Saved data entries
++++

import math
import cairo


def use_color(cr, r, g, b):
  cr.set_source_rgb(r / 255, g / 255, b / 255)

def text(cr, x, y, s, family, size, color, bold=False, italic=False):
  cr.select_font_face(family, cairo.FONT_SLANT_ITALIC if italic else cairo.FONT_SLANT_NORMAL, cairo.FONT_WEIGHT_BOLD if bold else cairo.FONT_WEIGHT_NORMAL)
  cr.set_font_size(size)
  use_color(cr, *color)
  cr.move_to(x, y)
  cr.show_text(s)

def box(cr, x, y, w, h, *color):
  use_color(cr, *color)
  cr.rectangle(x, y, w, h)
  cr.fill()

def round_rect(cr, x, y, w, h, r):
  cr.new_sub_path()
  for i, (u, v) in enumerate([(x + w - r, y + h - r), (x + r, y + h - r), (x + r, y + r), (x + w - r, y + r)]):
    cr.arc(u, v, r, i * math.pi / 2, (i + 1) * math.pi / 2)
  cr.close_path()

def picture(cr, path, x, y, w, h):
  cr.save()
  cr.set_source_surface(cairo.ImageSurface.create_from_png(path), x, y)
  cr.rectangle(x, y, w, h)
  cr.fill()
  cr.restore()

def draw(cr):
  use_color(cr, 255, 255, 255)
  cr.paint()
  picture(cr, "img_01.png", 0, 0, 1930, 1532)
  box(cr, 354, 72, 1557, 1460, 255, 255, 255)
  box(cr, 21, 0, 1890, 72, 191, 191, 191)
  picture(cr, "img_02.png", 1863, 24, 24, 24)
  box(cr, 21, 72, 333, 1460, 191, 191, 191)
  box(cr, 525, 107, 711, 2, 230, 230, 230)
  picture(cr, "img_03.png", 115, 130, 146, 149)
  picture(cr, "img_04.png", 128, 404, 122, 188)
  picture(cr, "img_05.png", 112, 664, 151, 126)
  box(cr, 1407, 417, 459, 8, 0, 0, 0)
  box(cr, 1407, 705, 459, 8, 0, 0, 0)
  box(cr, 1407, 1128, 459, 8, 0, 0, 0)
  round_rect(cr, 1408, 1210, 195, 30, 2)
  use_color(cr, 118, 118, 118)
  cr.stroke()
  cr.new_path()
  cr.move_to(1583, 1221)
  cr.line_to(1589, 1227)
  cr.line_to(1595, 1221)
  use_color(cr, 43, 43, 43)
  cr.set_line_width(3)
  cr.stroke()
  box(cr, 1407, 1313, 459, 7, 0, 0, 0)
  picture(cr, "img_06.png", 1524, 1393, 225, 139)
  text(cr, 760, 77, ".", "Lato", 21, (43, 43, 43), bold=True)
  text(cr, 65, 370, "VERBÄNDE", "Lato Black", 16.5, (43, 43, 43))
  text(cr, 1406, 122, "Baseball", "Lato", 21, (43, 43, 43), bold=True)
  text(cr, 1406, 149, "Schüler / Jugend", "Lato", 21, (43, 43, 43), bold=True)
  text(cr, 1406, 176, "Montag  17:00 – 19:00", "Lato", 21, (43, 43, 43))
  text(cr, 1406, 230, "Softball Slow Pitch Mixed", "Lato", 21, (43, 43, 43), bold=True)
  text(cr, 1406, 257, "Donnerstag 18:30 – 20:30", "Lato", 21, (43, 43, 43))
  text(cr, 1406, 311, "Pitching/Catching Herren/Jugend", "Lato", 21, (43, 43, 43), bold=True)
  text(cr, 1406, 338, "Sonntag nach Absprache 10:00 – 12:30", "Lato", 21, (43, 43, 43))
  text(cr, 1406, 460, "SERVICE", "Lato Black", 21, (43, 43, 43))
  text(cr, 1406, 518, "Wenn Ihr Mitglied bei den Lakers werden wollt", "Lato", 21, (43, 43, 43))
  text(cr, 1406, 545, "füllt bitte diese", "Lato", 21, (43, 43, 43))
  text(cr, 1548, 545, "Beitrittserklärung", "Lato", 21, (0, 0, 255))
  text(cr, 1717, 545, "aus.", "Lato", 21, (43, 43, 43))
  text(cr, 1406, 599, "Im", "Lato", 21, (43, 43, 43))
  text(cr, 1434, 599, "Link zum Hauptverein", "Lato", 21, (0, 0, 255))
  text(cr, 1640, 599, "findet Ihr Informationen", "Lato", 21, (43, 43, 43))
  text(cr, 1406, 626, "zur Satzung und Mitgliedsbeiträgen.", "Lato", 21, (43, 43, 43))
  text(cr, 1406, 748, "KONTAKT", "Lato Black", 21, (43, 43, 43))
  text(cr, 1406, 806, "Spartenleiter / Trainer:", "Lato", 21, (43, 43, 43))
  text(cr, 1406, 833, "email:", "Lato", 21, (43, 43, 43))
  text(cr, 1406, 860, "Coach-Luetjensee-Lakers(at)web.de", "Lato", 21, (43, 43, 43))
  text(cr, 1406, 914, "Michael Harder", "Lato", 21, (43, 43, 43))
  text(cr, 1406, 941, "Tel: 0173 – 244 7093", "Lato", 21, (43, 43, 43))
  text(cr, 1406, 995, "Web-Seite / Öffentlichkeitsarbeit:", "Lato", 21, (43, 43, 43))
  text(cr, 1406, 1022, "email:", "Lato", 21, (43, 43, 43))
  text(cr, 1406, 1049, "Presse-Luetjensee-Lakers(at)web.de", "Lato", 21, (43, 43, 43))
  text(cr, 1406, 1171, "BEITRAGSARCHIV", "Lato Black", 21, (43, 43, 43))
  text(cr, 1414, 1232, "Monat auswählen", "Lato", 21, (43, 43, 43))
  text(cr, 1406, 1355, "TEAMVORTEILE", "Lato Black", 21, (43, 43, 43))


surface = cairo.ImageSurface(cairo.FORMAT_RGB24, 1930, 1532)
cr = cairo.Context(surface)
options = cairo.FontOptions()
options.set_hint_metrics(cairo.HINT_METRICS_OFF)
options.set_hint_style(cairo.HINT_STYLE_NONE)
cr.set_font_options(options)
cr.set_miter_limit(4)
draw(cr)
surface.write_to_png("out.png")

++++

-- Work instruction --
Each line above where the word "family" occurs should be returned in full.

-- Finished exercise --
def text(cr, x, y, s, family, size, color, bold=False, italic=False):
  cr.select_font_face(family, cairo.FONT_SLANT_ITALIC if italic else cairo.FONT_SLANT_NORMAL, cairo.FONT_WEIGHT_BOLD if bold else cairo.FONT_WEIGHT_NORMAL)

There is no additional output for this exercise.